Required work:
Filter out every line below that lacks "edges", and copy the rest.

[Provided data — start]

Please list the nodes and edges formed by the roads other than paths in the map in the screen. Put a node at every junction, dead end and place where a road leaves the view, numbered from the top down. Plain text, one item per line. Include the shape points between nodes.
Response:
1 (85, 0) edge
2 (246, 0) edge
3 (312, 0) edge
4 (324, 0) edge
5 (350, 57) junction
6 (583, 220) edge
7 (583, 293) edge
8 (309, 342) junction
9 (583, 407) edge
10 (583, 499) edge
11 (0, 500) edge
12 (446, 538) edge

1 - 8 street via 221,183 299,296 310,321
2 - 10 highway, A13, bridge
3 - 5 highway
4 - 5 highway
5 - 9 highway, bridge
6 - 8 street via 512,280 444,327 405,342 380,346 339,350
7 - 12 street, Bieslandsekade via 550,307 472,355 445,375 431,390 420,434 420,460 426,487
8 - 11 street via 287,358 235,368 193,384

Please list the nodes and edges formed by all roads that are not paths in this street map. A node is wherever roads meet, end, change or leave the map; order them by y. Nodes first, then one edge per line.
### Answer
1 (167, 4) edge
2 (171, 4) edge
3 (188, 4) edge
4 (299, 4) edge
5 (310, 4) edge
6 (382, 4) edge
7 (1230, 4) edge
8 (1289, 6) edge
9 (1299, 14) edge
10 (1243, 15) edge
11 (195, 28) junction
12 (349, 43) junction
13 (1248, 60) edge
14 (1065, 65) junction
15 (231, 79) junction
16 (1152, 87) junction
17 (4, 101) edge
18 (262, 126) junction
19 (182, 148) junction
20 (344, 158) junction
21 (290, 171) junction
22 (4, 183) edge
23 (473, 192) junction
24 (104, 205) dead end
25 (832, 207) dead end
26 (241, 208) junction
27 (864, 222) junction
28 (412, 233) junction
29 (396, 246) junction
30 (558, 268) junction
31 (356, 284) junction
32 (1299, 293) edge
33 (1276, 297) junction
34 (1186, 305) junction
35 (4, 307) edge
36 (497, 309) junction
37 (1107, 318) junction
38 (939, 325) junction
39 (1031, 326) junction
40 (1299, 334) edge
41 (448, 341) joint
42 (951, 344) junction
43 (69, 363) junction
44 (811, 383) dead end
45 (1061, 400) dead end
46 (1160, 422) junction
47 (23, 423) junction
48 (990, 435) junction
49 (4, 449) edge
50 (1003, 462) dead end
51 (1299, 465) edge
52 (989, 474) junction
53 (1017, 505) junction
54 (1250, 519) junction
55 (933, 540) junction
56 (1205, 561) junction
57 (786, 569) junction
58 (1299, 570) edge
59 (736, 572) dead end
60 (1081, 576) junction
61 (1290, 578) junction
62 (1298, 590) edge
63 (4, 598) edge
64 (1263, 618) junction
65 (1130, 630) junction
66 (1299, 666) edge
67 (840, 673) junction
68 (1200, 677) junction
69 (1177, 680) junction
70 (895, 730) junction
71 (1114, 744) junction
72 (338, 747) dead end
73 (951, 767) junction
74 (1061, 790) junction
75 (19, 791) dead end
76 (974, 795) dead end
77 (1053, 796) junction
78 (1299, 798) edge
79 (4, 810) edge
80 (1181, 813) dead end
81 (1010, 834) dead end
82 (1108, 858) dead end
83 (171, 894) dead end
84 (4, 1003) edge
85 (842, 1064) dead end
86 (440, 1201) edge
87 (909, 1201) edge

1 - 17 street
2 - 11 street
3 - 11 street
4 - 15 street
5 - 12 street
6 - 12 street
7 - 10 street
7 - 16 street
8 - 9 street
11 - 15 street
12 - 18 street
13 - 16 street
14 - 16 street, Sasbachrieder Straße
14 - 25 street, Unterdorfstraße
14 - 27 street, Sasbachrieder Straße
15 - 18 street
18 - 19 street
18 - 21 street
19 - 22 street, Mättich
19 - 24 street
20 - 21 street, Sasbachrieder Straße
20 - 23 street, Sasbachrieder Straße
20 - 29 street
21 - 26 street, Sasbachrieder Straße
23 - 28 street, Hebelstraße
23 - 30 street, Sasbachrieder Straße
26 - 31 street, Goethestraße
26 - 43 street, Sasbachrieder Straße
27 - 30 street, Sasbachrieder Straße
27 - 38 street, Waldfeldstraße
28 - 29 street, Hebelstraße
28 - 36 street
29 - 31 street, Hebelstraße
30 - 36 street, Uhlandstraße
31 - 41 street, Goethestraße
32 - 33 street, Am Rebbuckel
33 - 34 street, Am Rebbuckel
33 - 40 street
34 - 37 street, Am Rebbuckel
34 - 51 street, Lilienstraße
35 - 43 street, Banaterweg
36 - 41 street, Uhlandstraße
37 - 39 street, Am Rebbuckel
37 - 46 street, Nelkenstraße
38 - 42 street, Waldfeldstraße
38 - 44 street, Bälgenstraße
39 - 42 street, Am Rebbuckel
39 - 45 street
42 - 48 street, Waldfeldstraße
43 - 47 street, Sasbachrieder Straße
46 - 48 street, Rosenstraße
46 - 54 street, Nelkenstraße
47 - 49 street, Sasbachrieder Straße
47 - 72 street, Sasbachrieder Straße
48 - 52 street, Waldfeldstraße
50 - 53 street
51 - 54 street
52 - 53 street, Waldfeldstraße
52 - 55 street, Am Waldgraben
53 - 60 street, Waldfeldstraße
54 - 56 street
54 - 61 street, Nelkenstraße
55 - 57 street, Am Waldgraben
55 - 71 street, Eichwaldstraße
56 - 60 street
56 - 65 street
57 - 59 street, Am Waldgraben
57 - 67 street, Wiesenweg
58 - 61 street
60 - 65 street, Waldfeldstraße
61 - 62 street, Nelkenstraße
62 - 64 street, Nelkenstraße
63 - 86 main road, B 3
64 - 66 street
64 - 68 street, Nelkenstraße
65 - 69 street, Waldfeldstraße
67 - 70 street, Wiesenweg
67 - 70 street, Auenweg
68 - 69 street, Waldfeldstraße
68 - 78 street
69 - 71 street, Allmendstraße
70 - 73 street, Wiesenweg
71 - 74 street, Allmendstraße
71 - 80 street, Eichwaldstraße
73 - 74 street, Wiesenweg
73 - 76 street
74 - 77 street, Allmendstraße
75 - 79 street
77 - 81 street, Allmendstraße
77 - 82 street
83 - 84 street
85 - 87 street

[Provided data — finish]

Result for this task:
Please list the nodes and edges formed by the roads other than paths in the map in the screen. Put a node at every junction, dead end and place where a road leaves the view, numbered from the top down. Plain text, one item per line. Include the shape points between nodes.
Please list the nodes and edges formed by all roads that are not paths in this street map. A node is wherever roads meet, end, change or leave the map; order them by y. Nodes first, then one edge per line.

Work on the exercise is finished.